"Ne soyons pas surpris si nos enfants arrivent en 6e sans savoir lire. La France chute dans les classements en mathématiques !" s’indigne Amandine Vinot, représentante des parents d'élèves à Pont-de-Roide-Vermondans dans le Doubs. Ce vendredi 27 mars 2026, elle se mobilise contre la fermeture potentielle de deux classes de l'école Louis-Pergaud et d'une classe de l'école élémentaire des Halles. La décision de l'académie de Besançon a créé une onde de choc au sein de la communauté scolaire.
Cette possible suppression soulèverait de sérieuses préoccupations. Les parents craignent qu'une classe unique regroupant trois niveaux, CE1-CE2-CM1, soit créée, avec potentiellement plus de 30 élèves. Amandine Vinot explique : "Cette situation serait intenable, tant pour les enseignants que pour les élèves." Djibril, un jeune élève de 9 ans, partage son inquiétude : "C'est étrange d'être dans la même classe que des enfants deux niveaux en dessous. Les profs vont sortir de là complètement épuisés !"
Du côté de l'académie, la justification de ces suppressions repose sur le manque d’effectifs. "Nous manquons d'un seul élève pour atteindre le seuil à l'école des Halles," défend Emilie Vigezzi, une autre représentante des parents. "De plus, la maternelle Pergaud compte des enfants de moins de 3 ans, qui ne sont pas pris en compte dans les chiffres."
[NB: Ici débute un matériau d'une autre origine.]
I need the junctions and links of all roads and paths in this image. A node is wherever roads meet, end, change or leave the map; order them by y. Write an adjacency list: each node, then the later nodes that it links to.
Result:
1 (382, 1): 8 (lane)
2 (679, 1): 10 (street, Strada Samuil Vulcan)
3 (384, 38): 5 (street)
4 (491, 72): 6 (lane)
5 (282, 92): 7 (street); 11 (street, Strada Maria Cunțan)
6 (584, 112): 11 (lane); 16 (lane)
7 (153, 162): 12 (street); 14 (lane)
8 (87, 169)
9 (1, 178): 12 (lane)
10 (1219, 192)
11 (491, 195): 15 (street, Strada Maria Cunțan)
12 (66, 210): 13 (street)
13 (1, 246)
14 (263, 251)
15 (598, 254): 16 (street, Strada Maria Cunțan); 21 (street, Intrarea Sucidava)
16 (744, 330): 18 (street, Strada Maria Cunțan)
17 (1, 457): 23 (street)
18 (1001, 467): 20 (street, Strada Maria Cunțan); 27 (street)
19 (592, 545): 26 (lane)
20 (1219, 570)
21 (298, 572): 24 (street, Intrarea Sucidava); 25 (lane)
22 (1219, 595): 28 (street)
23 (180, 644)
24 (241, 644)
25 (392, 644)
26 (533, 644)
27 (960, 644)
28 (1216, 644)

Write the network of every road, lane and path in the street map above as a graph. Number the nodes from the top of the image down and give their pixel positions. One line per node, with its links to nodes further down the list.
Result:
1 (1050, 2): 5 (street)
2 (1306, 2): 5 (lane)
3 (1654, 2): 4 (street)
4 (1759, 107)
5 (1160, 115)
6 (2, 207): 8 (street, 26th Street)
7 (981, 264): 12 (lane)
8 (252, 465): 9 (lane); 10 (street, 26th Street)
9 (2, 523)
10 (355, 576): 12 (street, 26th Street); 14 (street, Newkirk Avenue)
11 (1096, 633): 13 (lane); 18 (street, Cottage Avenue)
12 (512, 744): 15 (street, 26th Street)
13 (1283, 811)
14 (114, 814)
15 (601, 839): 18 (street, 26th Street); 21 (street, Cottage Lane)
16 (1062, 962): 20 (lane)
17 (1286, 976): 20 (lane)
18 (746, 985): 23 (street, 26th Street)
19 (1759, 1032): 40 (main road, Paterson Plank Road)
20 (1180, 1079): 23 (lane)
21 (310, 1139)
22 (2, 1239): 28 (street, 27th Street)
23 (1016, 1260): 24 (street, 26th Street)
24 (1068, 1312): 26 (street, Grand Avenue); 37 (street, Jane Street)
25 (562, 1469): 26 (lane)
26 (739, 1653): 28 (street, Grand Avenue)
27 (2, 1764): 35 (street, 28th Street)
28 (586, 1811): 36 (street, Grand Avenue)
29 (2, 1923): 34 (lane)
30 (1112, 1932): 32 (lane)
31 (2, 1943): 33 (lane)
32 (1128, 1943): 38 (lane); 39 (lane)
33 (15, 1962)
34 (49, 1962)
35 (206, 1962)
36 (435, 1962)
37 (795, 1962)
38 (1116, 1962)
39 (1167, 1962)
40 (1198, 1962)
Un soutien institutionnel crucial
Les parents d'élèves et les enfants bénéficient du soutien indéfectible du nouveau maire Eric Boone. Tout juste installé, il se retrouve face à ce défi majeur. "Il s'agit d'une bataille essentielle. La survie de notre ville est en jeu. Nous avons un enseignement de qualité ici, mais cela ne peut perdurer sans classes adaptées. Nous allons entrer en contact avec l'académie dès lundi pour trouver une issue," annonce-t-il fermement.
La décision de l'académie de Besançon est attendue pour le mardi 31 mars. Si les retours aux courriers envoyés restent insatisfaisants, les parents d'élèves se préparent à intensifier leur mobilisation dès lundi.